Do you need to be a math whiz to become a data scientist? The answer is no, but having a strong foundation in mathematics and statistics is essential for success in the field. Through classroom instruction, homework and a final project, students will study the mathematics needed for data management. However, these concepts are not prerequisites for a career in data science. With enough motivation and curiosity, you can master the fundamental concepts needed to thrive in the position, even if you don't consider yourself a “numbers” person.
For example, the influential statistician Hadley Wickham organizes most of his introductory textbook to data science around data analysis; when he dedicates himself to mathematics, it is to explain how to understand one of the analysis tasks that constitute the main topic of his book. That said, a background in mathematics is definitely not a requirement for pursuing a career in data science. Even if you intend to follow a more formal online training program for data scientists, reviewing your basic mathematical skills in preparation doesn't hurt. BloomTech's data science course was created in collaboration with industry experts and hiring managers to prepare students to successfully start a career in technology. If you're considering a career in data science, you'll need a basic understanding of principles and concepts in a variety of mathematical fields.

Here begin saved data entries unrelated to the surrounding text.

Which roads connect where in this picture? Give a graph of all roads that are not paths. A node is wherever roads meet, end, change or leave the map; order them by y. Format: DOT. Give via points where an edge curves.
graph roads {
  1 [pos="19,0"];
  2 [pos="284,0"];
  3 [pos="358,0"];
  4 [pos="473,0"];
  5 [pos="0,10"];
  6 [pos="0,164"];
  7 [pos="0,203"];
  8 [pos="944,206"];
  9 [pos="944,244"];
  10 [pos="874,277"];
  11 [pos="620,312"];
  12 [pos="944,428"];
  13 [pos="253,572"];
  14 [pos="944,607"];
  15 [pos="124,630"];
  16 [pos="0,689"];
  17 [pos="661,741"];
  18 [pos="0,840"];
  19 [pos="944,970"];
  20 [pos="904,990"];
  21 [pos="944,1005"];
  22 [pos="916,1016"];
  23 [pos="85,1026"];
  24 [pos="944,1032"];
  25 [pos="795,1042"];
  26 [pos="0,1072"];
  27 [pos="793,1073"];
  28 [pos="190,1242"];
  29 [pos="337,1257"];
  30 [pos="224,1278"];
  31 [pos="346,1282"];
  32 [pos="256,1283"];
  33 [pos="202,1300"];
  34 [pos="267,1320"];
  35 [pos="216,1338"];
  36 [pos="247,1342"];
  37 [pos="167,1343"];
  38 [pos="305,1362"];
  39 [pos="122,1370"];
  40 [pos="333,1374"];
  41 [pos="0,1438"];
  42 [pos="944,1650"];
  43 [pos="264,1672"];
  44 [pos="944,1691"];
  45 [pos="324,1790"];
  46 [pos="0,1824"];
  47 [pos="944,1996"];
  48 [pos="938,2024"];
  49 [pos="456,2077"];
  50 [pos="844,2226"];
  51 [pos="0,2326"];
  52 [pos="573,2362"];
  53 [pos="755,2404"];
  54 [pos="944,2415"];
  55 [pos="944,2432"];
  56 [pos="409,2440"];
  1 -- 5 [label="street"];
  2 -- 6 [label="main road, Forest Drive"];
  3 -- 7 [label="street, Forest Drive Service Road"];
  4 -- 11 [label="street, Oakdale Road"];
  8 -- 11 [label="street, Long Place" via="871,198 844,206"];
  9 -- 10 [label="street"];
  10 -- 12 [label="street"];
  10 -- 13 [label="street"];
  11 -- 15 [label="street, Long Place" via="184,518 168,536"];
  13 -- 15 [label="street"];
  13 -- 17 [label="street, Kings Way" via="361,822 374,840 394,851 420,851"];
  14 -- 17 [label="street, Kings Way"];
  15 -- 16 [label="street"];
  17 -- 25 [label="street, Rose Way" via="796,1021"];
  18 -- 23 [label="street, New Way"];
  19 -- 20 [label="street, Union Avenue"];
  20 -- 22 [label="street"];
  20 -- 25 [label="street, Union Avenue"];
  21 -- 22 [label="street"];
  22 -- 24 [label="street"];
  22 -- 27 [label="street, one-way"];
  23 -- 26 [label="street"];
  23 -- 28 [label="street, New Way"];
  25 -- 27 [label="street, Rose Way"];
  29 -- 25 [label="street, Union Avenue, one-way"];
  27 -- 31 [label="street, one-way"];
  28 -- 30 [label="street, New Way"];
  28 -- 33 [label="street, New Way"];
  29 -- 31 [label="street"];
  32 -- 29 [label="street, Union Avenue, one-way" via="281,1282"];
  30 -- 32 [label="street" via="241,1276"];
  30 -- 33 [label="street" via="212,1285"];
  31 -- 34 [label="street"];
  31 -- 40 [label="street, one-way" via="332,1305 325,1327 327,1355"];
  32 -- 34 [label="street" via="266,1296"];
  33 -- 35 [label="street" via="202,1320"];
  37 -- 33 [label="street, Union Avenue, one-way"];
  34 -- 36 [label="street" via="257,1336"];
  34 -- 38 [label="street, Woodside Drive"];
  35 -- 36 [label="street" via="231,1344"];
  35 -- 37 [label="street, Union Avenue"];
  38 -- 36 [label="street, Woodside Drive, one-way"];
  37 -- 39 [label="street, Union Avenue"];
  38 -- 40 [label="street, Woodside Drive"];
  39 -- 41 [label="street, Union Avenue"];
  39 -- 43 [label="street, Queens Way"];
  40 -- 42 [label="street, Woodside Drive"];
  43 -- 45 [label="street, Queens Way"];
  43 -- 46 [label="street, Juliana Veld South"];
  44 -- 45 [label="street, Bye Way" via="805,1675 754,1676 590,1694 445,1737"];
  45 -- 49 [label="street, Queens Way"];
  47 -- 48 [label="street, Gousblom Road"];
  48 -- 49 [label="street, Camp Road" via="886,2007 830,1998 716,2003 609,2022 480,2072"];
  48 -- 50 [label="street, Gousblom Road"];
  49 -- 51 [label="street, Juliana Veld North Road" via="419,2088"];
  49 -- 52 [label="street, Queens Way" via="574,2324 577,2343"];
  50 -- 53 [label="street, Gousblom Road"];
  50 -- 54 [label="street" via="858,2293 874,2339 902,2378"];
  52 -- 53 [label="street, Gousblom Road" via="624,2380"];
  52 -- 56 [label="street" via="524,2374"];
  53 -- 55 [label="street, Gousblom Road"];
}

The initiatives of companies such as Google's attempts to use machine learning to create an autonomous car are based on data scientists being able to use complex mathematics to solve problems that no one else has been able to solve. Any practicing data scientist or person interested in developing a career in data science will need to have a strong background in specific mathematical fields. Most beginning data scientists and machine learning professionals will spend most of their time doing exploratory data analysis, doing basic predictive analysis, and so on. Beginner data scientists working in this field will mainly focus on tasks such as data preparation, cleaning, data visualization, and exploratory data analysis tasks that do not require high-level mathematical knowledge. Over the past few years, data scientists working in the business world have gone from being auxiliary providers of value to becoming key players in the configuration of their companies. In the academic world, people's careers progress through the production of novel research.
An academic data scientist specializing in biostatistics would obviously need a solid knowledge of statistics to be able to bring new knowledge to his profession. Companies in every industry need data scientists to help them function and succeed on a daily basis. Understanding mathematics for data science is completely at your fingertips. With enough motivation and curiosity, you can master the fundamental concepts needed to thrive in the position, even if you don't consider yourself a “numbers” person.